## ASSIGNMENT
Would you return each record that follows word for word, without its pictures?

● ● ● ● ● ● ●

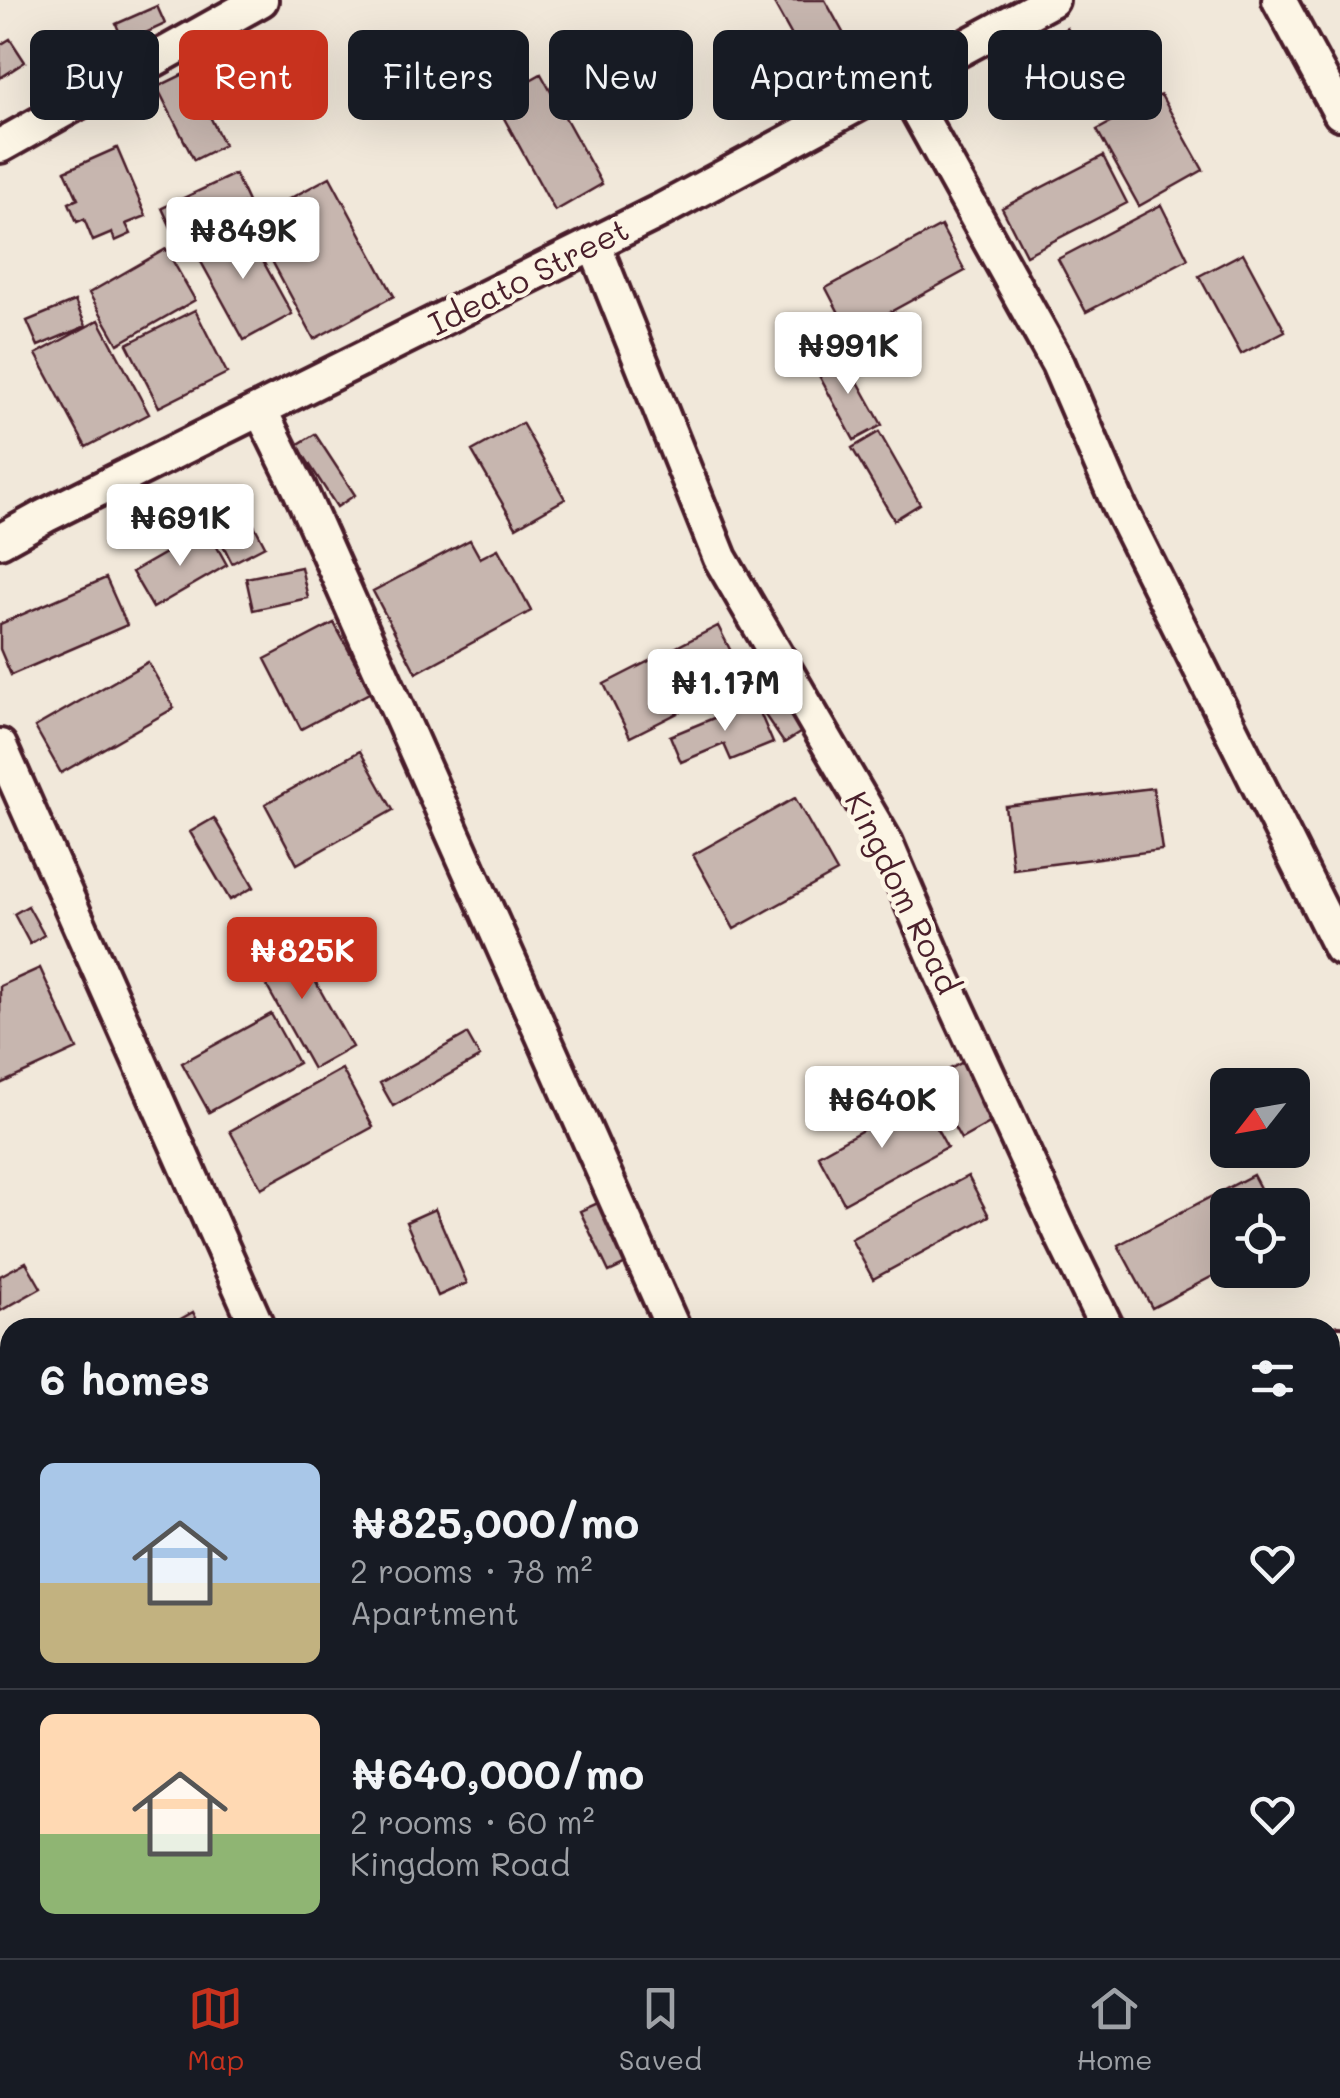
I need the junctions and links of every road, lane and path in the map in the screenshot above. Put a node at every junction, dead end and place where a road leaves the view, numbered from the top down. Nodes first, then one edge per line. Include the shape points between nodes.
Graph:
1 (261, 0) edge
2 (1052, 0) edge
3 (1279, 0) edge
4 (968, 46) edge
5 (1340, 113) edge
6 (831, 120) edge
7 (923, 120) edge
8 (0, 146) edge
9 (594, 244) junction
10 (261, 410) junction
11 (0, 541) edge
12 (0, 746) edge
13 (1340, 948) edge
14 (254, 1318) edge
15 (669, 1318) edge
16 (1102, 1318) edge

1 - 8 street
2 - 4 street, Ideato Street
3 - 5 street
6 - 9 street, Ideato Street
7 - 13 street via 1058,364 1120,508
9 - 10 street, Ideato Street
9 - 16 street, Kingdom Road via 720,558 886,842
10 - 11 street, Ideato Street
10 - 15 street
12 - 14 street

● ● ● ● ● ● ●

## EXPECTED ANSWER
I need the junctions and links of every road, lane and path in the map in the screenshot above. Put a node at every junction, dead end and place where a road leaves the view, numbered from the top down. Nodes first, then one edge per line. Include the shape points between nodes.
Graph:
1 (261, 0) edge
2 (1052, 0) edge
3 (1279, 0) edge
4 (968, 46) edge
5 (1340, 113) edge
6 (831, 120) edge
7 (923, 120) edge
8 (0, 146) edge
9 (594, 244) junction
10 (261, 410) junction
11 (0, 541) edge
12 (0, 746) edge
13 (1340, 948) edge
14 (254, 1318) edge
15 (669, 1318) edge
16 (1102, 1318) edge

1 - 8 street
2 - 4 street, Ideato Street
3 - 5 street
6 - 9 street, Ideato Street
7 - 13 street via 1058,364 1120,508
9 - 10 street, Ideato Street
9 - 16 street, Kingdom Road via 720,558 886,842
10 - 11 street, Ideato Street
10 - 15 street
12 - 14 street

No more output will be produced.